Forget about 300 Spartans, 700 Thespians, and a million Persians at the pass at Thermopylae. We already know how that battle turns out. What we want to know is if the ASX/200 can get past the gates of 6,000 and stay there.
“The thousand nations of the Persian Empire descend upon you,” says the Persian Ambassador to the Spartan King. “The millions of dollars of superannuation funds descend upon you,” we say to the ASX. While the Spartans went down in a blaze of glory, the ASX, so our theory goes, is on the verge of “melting up.”
Indeed everything is melting up this morning, presumably on the news coming from Team America that the Fed’s next interest rate move may be a cut, not a raise. The Fed and the Reserve Bank appear to be headed in opposite directions. The Fed, while wary of inflationary pressures in the economy, has to move to alleviate the crushing burden of high-interest debt on American mortgage-holders. Down go American rates.
The Reserve Bank is worried about inflation, too. “Expectations that the Reserve Bank of Australia could lift interest rates as early as next month are firming amid indications that the economy is growing strongly despite already operating at close to capacity.” Let’s see… economy growing at nearly 4%, at 83% of capacity, with record-low unemployment. Sounds to us like inflation is definitely “in the pipeline,” even if it’s not showing up in official statistics.
With rates headed down in America and up in Australia, look for higher highs on the Aussie dollar, and probably higher highs on the Aussie share market. Geez, between Australian share markets and AFL super stars, everything in Australia is getting higher these days.
Still, it’s probably a better idea-if you must buy shares-to buy shares correlated to China (like BHP and Rio) and not shares correlated to the American consumer (Westfield). We still don’t know how long or low the housing-related slow-down in America will be. One reader has an idea.
Dear Mr. D. Denning,
This whole housing bubble and the impending bailout is pure unadultered [sic] bullpuckey.
It represents the zenith of central banking. The grand masterpiece of deceit to rob the middleclass for the remaining life of our fiat money system.
Ben Bernanke, the well manicured bearded mofo, with his ivy league sweater vest, will concoct the ultimate bailout that will send us all to the poor house to save the swindling bankers.
The sooner it falls apart the better.
As money supply increases towards infinite, its value decreases towards zero.

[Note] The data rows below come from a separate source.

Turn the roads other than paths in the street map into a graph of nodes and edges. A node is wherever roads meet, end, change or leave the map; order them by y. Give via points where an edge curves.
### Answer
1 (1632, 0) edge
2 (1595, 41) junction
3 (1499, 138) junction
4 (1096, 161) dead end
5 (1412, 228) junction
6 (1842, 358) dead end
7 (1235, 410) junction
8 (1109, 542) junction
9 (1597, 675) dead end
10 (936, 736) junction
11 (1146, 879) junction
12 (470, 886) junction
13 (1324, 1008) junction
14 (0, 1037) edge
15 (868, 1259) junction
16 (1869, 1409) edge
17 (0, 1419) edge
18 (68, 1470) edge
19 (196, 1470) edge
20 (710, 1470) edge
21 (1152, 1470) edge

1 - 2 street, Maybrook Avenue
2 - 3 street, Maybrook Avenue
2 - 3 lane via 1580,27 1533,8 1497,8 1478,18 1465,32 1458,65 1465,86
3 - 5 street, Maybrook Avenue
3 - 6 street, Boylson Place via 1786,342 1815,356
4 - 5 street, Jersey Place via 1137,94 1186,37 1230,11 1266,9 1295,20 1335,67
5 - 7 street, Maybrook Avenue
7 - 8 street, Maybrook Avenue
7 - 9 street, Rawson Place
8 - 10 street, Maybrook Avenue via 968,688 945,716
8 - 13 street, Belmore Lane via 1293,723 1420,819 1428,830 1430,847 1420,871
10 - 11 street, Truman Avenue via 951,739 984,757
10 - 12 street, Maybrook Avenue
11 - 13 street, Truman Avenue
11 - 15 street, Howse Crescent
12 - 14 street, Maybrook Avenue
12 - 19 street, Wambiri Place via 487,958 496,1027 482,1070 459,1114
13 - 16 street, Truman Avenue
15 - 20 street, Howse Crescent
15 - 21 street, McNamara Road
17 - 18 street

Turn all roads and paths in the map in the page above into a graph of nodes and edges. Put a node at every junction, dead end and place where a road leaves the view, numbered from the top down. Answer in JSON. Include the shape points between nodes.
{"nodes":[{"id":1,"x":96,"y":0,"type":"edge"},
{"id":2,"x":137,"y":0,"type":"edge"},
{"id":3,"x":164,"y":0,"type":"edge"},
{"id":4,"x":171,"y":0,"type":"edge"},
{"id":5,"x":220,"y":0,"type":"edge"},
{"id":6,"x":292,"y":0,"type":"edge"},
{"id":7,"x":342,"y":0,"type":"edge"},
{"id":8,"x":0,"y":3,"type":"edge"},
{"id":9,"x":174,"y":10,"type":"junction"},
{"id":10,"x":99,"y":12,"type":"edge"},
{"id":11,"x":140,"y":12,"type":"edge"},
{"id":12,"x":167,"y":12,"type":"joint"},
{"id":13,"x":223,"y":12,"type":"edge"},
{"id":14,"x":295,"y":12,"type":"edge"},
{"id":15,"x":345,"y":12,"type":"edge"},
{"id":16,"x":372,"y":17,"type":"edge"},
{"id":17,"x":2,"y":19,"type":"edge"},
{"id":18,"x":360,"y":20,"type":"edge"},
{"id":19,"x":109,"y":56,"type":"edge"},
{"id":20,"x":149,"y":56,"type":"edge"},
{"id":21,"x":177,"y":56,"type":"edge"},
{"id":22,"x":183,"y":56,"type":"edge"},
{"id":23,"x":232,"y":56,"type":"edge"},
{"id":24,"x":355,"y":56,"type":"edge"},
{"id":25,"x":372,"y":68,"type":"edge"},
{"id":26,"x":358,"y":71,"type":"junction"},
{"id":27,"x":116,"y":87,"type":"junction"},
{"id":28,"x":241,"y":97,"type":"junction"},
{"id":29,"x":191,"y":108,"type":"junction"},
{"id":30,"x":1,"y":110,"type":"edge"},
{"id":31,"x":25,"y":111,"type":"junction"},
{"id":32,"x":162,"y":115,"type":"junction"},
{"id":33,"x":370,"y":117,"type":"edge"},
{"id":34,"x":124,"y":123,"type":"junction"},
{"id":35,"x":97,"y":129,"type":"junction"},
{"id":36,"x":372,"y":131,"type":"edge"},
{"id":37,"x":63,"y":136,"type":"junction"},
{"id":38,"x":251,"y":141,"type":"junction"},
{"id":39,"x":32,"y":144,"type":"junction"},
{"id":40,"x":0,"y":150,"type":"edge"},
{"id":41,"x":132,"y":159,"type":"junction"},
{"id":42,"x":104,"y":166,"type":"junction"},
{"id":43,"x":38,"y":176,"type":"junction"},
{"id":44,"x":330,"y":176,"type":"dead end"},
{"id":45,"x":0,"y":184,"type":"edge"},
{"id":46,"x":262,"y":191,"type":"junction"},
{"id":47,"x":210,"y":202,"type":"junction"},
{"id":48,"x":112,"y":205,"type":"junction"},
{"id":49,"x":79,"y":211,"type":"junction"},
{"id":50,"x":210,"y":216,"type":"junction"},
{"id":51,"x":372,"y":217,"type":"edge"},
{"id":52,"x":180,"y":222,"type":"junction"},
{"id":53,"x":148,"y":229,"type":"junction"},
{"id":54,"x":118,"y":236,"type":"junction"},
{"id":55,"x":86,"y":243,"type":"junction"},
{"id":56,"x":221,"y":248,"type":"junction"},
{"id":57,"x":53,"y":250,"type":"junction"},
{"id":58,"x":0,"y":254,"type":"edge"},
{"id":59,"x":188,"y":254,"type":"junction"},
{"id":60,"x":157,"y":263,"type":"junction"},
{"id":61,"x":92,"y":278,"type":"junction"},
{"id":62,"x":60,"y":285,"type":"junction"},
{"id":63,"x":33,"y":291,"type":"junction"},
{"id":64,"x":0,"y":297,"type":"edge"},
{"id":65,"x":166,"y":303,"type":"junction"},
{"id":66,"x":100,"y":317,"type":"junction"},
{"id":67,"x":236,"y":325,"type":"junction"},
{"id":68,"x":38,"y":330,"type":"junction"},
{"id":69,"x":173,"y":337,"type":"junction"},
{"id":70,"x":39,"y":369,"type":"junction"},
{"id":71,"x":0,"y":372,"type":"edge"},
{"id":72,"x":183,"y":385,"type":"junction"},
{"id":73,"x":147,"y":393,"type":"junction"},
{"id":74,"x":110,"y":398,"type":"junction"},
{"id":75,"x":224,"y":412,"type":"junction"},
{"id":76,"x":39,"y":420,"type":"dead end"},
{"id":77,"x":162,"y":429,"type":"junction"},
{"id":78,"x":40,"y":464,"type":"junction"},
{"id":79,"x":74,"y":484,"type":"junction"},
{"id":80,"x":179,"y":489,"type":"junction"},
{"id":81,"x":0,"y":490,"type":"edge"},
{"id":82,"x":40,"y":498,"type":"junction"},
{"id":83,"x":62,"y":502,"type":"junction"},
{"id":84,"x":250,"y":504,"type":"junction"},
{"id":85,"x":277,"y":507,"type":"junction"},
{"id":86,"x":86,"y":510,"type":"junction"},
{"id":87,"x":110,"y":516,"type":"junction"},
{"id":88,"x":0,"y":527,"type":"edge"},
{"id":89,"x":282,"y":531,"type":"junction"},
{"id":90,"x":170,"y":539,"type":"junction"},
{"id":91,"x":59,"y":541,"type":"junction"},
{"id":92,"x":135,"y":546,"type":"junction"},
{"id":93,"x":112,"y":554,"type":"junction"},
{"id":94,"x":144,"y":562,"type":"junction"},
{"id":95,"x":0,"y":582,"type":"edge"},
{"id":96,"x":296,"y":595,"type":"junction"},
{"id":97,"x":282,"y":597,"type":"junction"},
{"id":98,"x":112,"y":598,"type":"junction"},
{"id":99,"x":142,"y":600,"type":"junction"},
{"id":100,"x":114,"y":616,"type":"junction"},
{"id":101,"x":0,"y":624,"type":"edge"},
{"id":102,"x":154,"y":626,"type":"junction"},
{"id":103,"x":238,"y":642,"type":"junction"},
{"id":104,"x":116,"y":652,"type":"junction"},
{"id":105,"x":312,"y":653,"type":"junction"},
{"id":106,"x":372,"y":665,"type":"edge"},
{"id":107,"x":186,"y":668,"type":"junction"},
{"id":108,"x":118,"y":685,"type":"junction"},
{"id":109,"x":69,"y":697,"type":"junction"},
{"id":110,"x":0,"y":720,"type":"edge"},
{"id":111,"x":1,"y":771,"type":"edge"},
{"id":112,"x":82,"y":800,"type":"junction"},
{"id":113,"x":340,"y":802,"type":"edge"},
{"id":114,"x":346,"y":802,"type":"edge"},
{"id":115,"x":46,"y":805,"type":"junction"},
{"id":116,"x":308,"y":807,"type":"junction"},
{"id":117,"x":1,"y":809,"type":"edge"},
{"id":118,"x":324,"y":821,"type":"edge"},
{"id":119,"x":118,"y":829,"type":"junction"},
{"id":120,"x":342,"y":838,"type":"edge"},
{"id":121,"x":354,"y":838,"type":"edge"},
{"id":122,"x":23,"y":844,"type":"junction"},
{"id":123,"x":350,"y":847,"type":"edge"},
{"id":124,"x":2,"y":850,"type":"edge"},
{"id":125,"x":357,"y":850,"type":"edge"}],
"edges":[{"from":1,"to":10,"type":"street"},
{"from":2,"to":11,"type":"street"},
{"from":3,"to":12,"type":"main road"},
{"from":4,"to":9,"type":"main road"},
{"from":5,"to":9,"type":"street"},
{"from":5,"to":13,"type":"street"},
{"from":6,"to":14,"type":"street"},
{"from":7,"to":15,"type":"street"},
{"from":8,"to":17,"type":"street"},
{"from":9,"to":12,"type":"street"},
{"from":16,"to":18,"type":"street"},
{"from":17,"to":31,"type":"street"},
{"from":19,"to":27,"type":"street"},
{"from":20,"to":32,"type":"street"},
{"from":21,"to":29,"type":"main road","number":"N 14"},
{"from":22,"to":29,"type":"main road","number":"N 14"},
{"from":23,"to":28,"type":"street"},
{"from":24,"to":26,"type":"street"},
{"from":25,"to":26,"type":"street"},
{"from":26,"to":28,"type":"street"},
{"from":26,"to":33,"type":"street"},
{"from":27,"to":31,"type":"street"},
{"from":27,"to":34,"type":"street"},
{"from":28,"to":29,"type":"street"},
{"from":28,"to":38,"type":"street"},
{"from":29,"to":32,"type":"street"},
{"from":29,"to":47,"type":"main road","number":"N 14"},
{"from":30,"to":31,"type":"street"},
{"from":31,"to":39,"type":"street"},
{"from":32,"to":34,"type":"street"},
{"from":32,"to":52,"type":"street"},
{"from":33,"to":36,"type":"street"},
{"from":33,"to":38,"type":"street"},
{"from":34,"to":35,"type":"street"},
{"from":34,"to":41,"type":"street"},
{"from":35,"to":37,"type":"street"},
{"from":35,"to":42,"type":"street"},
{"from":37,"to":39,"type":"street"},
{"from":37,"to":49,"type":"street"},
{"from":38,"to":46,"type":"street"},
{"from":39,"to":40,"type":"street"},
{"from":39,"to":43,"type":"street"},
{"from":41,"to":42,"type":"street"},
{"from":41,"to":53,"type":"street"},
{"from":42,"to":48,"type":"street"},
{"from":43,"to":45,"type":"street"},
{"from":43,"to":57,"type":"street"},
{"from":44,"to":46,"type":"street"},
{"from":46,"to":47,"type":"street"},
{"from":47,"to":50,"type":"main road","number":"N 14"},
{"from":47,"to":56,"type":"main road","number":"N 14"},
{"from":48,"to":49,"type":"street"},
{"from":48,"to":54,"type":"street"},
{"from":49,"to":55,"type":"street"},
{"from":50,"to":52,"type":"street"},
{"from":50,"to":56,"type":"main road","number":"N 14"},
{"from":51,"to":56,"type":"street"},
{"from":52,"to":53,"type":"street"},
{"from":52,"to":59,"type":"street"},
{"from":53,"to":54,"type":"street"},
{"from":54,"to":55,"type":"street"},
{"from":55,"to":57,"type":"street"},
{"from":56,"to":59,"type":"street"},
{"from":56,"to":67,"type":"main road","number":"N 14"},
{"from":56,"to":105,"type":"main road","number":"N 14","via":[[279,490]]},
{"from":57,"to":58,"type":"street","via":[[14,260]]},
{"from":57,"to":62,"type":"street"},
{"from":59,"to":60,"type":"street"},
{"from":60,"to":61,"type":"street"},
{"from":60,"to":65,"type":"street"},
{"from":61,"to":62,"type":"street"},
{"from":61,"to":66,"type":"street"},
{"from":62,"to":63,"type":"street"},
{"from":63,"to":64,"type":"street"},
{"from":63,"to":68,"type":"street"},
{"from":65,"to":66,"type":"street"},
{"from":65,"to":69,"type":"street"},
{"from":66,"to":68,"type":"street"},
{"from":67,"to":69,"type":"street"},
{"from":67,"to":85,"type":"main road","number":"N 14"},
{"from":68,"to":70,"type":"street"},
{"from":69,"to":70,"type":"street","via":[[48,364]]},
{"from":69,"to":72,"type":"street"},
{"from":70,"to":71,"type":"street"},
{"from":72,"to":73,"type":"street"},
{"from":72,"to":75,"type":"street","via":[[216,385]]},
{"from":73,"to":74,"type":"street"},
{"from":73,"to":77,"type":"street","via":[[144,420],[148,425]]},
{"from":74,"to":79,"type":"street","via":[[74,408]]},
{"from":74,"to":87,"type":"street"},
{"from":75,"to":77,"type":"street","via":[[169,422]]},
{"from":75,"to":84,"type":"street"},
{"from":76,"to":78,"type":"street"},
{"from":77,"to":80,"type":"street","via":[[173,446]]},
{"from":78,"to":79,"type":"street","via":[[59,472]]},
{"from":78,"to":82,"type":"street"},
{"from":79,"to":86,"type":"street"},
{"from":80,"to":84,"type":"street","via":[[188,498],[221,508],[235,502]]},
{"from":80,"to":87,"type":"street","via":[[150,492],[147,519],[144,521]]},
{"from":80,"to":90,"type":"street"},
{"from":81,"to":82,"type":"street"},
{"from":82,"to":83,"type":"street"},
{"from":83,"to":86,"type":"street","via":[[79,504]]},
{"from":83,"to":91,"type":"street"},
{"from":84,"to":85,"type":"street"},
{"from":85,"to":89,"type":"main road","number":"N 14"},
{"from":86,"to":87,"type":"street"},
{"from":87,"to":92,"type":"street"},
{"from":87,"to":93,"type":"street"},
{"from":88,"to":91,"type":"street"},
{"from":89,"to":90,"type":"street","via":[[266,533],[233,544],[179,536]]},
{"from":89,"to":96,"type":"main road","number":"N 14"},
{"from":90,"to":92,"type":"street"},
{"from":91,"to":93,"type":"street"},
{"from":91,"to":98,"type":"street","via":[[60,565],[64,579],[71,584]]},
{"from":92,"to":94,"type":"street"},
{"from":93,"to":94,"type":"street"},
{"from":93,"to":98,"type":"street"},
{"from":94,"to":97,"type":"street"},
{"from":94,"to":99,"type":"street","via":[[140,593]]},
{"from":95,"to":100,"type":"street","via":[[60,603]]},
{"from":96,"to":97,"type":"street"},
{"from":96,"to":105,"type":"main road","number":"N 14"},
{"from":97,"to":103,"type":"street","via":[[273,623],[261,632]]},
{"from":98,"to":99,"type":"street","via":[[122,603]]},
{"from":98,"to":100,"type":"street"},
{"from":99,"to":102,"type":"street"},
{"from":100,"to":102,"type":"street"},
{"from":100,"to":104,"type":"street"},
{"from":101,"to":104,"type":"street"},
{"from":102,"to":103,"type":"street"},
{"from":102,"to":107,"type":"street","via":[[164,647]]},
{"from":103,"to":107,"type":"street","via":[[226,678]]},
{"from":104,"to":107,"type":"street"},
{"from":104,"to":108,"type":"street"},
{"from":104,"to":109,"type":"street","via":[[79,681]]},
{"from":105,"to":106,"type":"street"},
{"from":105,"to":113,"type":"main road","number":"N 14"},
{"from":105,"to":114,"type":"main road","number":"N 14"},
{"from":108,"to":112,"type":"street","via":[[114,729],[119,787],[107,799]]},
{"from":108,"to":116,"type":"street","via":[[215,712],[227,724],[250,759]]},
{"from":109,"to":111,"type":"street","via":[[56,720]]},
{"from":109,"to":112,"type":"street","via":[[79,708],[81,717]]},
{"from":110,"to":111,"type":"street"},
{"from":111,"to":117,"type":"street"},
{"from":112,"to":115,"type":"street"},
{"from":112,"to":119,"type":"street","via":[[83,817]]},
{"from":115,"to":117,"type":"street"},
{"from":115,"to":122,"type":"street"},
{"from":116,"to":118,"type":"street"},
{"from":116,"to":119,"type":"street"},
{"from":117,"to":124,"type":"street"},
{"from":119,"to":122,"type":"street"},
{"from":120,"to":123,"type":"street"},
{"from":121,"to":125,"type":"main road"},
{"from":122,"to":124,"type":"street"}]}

What a bunch of steamy loaf bullpuckey!
What he said.
Isn’t a little inflation a good thing? Let’s go to the grave for a comment from John Maynard Keynes. “The best way to destroy the capitalist system is to debauch the currency. By a continuing process of inflation, governments can confiscate, secretly and unobserved, an important part of the wealth of their citizens.”
“Sounds more to us like a case of diminishing marginal utility,” replied DR founder/writer Bill Bonner yesterday. We asked him to comment on our thought that something like Jevon’s Paradox was at work at global markets. His response was that each additional dollar of credit created in the world economy seems to be producing less growth. It takes more debt just to create a dollar’s worth of growth in GDP these days, be it Australian or American.
That means capital is not getting more efficient, but less. Maybe the easier way to say it is that the more money and credit there is in the world… the less efficient and productive it is at creating real value. More isn’t always better. In fact, with some things, more is often less!
This means the globalisation of financial markets has not resulted in the more efficient allocation of capital. It’s just accelerated its waste and eventual destruction in poorly-thought-out, unrealistic projects. This isn’t so much money wasted as it is opportunity missed. No new capital is formed-a factory, a machine, something that creates a job and an income.
Instead, someone in Sydney’s pension money is lost on a bad interest rate bet made by a banker in Melbourne, who thinks he knows something about the direction of the Brazilian currency. That’s not really investing. That’s betting on a bettor, which, come to think of it, is exactly what you’d be doing if you bought shares in any of “asset management” companies now going public.
All of it, of course, is totally, unequivocally, belly-laughingly absurd, although it won’t be so much fun for people who lose money they were counting on. But as we were reminded this week, just because you have money in the bank or the stock market doesn’t mean you can actually get it. Our bank cut us off because of “suspicious activity.” In the stock market, a gain isn’t real money until it’s in your bank.
And even then, just because you have money in the bank doesn’t mean it’s yours, especially if it’s not real money. As far we’re concerned, there’s only one kind of real money, and that’s the kind that comes in gold bars and silver coins.
Of course, gold is just gold and silver is just silver. Neither are born as money. They are born as metal. But unlike what your government prints, or what the central bank in Team America is gearing up to print, you can’t print gold and silver when you want to. The relatively steady growth rate in their supply ensures they are stable medium of exchange between two parties who wish to conduct a transaction.
“You’re a freak,” a reader wrote in yesterday. We agree.